Dataset entries:

——————————

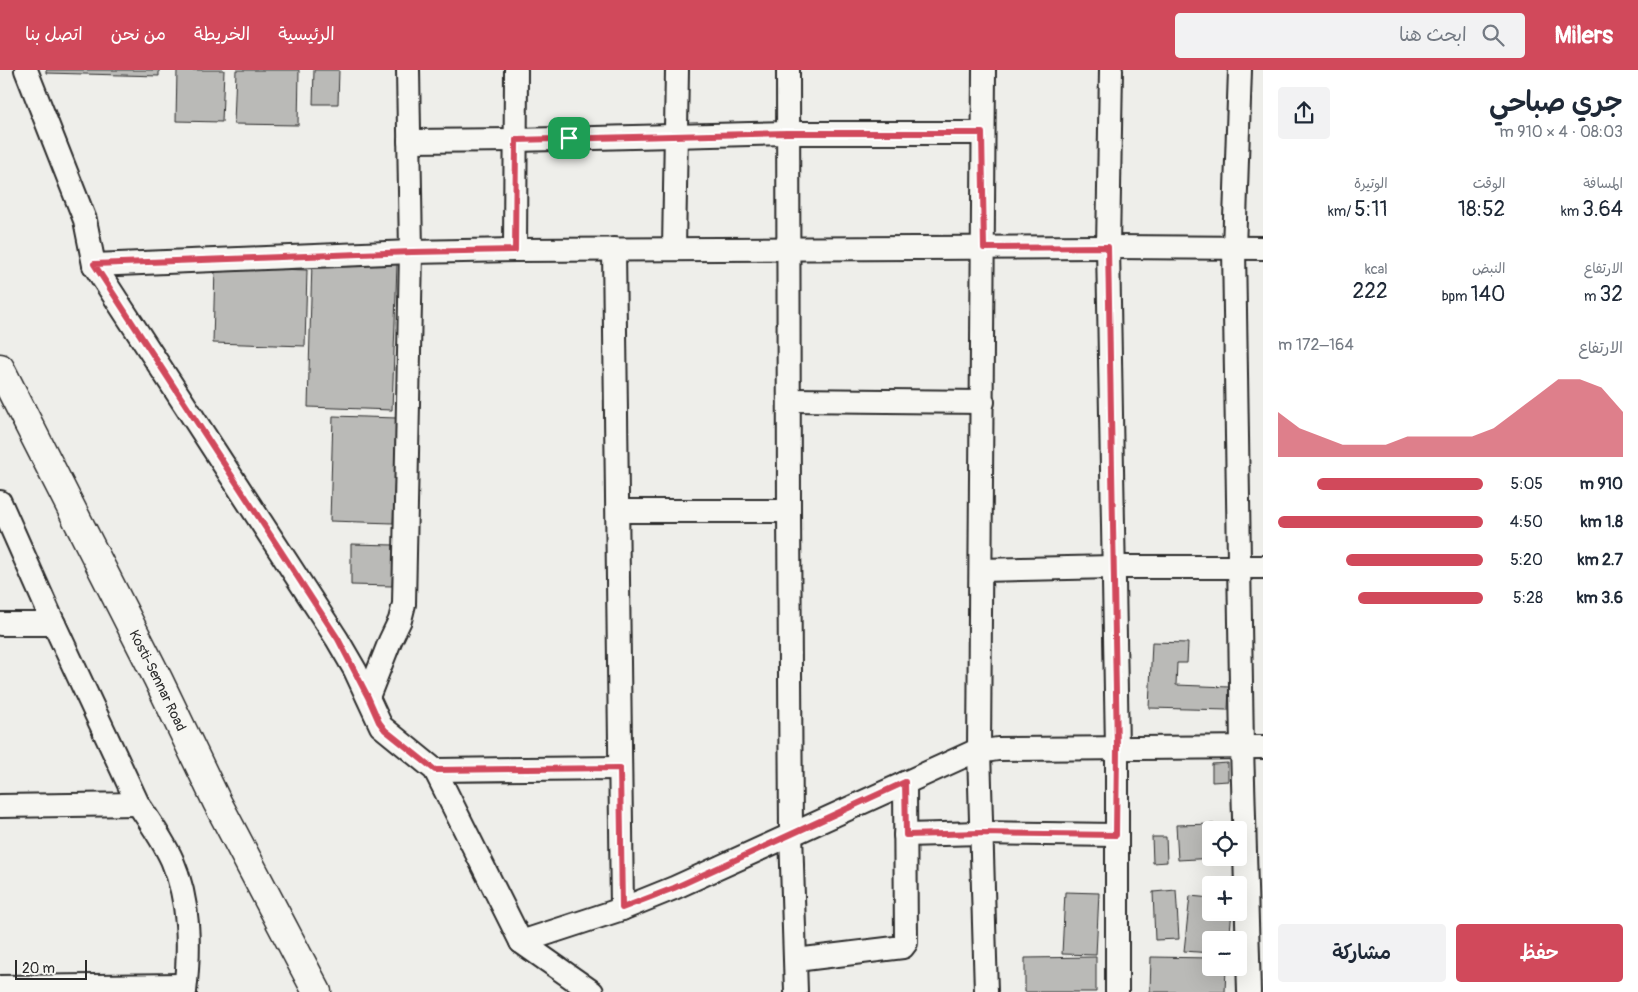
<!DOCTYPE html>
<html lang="ar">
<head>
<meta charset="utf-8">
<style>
	:root { --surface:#fff; --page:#f2f2f3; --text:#1f2937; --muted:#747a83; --accent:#d1495b }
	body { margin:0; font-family:Pangolin,"Playpen Sans Arabic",sans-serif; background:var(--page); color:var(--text); direction:rtl; height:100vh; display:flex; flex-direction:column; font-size:19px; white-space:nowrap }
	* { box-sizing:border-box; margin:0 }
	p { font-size:16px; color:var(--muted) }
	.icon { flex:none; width:28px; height:28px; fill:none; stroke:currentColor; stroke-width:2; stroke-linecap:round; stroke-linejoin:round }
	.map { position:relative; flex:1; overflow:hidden; direction:ltr }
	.panel { display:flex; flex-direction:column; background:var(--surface); width:375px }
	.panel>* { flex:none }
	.tools { position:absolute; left:1202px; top:751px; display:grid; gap:10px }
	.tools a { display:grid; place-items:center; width:45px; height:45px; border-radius:5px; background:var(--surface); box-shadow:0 5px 20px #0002; font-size:25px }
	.scale { position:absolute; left:15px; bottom:12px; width:72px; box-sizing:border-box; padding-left:5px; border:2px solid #2b2b2b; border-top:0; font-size:14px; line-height:18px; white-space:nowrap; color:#2b2b2b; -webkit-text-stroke:4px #f6f6f2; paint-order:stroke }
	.pin { position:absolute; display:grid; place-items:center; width:42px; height:42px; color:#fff; margin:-21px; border-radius:10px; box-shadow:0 2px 8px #0006 }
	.round { display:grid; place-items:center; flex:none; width:52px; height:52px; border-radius:5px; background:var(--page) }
	.summary { display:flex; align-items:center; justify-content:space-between; height:85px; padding:0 15px }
	h1 { font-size:28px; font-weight:600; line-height:38px }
	.stats { display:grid; grid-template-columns:repeat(3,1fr); gap:8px; height:85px; padding:5px 15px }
	.stats div { display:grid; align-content:center }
	.stats b { font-size:21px; font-weight:600 }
	.stats small { font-size:14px; font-weight:400 }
	.stats p { font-size:14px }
	.chart { height:140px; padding:10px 15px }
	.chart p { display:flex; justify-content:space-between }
	.chart svg { width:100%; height:90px; margin-top:5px; fill:var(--accent); opacity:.7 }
	.action { display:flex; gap:10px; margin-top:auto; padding:10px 15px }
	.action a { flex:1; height:58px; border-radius:5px; background:var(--accent); color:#fff; font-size:20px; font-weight:600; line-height:58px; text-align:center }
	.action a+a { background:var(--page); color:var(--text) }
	ul { padding:0 15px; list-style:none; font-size:16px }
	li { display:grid; grid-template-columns:80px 60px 1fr; align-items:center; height:38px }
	li i { height:12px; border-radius:6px; background:var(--accent) }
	header { display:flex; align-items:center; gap:30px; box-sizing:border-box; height:70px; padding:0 25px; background:var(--accent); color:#fff }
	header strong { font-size:24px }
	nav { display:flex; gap:28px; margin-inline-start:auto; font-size:18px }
	.search { width:350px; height:45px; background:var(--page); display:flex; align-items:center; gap:12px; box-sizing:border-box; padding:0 18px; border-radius:5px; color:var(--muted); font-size:19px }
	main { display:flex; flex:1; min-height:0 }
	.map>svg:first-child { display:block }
	.building { fill:#babab7; stroke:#2b2b2b }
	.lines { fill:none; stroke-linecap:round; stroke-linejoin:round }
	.minor-casing { stroke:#2b2b2b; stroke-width:26 }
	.trunk-casing { stroke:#2b2b2b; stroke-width:31 }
	.minor { stroke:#f6f6f2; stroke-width:22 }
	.trunk { stroke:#f6f6f2; stroke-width:28 }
	.route-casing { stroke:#fff; stroke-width:10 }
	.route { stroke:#d1495b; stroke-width:6 }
	.labels { text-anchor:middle; stroke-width:5; stroke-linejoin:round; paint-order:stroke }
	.street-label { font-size:14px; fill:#2b2b2b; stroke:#f6f6f2 }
</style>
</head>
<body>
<header>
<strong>Milers</strong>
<div class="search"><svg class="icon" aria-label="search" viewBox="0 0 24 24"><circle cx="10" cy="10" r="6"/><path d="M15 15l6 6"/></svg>ابحث هنا</div>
<nav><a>الرئيسية</a><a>الخريطة</a><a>من نحن</a><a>اتصل بنا</a></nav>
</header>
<main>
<section class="panel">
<div class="summary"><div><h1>جري صباحي</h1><p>08:03 · 4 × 910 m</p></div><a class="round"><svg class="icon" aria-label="share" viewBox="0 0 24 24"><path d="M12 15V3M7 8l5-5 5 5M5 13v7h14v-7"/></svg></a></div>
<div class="stats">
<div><p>المسافة</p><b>3.64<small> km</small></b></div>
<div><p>الوقت</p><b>18:52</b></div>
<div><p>الوتيرة</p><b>5:11<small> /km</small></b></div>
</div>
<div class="stats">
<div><p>الارتفاع</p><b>32<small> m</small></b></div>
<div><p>النبض</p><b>140<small> bpm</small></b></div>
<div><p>kcal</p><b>222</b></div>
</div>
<div class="chart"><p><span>الارتفاع</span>164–172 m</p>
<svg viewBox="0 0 160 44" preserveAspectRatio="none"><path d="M0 44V22L10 30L20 34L30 38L40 38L50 38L60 34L70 34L80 34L90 34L100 30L110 22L120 14L130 6L140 6L150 10L160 22V44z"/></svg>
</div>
<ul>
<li><b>910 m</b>5:05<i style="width:81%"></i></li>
<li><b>1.8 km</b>4:50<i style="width:100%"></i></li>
<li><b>2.7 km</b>5:20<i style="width:67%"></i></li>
<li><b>3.6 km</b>5:28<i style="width:61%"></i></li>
</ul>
<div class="action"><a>حفظ</a><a>مشاركة</a></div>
</section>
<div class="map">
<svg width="1263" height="922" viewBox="0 0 1263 922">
	<rect width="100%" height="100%" fill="#eeeeea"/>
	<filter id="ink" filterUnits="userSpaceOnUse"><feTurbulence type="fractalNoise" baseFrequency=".02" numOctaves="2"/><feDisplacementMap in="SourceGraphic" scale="10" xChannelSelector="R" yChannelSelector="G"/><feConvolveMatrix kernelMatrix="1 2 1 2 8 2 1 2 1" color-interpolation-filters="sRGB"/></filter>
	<g filter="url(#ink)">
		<g class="building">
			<polygon points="46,0 159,0 159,6 46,3"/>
			<polygon points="177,0 224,0 222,52 176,51"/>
			<polygon points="236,0 299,0 298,55 234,54"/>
			<polygon points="314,0 339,0 338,34 313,34"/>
			<polygon points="312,191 397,194 392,340 308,337"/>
			<polygon points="215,197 307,200 305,276 213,273"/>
			<polygon points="333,346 397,348 393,453 330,451"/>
			<polygon points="351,474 394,475 392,516 351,515"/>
			<polygon points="1152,572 1188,573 1187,593 1177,593 1176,615 1229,617 1228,640 1149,638"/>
			<polygon points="1228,693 1228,711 1212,712 1212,694"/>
			<polygon points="1214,754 1215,760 1211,760 1211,788 1216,788 1178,790 1176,755"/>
			<polygon points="1152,767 1166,767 1167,792 1153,793"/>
			<polygon points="1176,820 1179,869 1155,870 1153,822"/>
			<polygon points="1065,822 1099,823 1096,885 1062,884"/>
			<polygon points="1190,826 1211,828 1211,842 1232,842 1229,870 1211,870 1211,883 1184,881"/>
			<polygon points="1096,887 1096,922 1025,922 1025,888"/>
			<polygon points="1151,887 1211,888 1211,898 1226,898 1225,922 1150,922"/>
		</g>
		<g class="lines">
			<defs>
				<g id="minor">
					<polyline points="26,0 85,150 94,195 337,569 355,600 381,656 435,700 521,872 592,922"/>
					<polyline points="788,0 789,441 791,763 796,922"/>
					<polyline points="984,0 979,681 986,922"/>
					<polyline points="1111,0 1108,177 1117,678 1117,922"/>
					<polyline points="1240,0 1234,179 1242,677 1249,922"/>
					<polyline points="409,71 516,70 787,63 982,63"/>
					<polyline points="614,179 622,839"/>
					<polyline points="674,179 677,0"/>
					<polyline points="515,180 516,0"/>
					<polyline points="94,195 411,182 515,180 1108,177 1263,178"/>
					<polyline points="790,330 983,332"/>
					<polyline points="0,432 54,554 138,734 0,736"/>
					<polyline points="618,441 789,441"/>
					<polyline points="981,500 1114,497 1263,497"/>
					<polyline points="0,554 54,554"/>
					<polyline points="368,627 390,571 400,550 404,534 411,182 408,0"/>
					<polyline points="435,700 620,698"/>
					<path d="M138,734C150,752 163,770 172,790C190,832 190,877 185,922"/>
					<polyline points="905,765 981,763 1116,765"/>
					<polyline points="521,872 622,839 674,818 971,683 998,679 1263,677"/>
					<polyline points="796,890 903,877 906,873 905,713"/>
					<polyline points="0,917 185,915"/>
				</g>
				<g id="trunk">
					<path id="s1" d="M0,298L158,609L217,732L317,922"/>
				</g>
			</defs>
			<use href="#minor" class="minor-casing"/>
			<use href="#trunk" class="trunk-casing"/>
			<use href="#minor" class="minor"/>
			<use href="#trunk" class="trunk"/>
		</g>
	</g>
	<g class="lines" filter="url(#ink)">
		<defs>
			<polygon id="route" points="787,63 982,63 984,178 1108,177 1117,678 1116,765 981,763 906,765 905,712 674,818 622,838 620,698 435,700 385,660 379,652 368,627 338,569 94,194 412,182 515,180 516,70"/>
		</defs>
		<use href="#route" class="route-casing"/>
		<use href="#route" class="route"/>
	</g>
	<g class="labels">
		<g class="street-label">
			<text dy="5" stroke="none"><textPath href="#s1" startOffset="350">Kosti-Sennar Road</textPath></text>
		</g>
	</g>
</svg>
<div class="tools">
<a><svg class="icon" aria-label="locate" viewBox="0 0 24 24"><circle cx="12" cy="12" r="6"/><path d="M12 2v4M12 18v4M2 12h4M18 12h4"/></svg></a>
<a>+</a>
<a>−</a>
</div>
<div class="scale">20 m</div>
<div class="pin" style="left:569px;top:68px;background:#1e9e55"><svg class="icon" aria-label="arrive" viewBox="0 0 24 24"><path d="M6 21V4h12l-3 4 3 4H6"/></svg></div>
</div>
</main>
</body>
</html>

——————————

- _TASK STATEMENT_: The answer must be every line from the records above that contains the word "linecap", copied in full.

- _RESPONSE BOX_:
	.icon { flex:none; width:28px; height:28px; fill:none; stroke:currentColor; stroke-width:2; stroke-linecap:round; stroke-linejoin:round }
	.lines { fill:none; stroke-linecap:round; stroke-linejoin:round }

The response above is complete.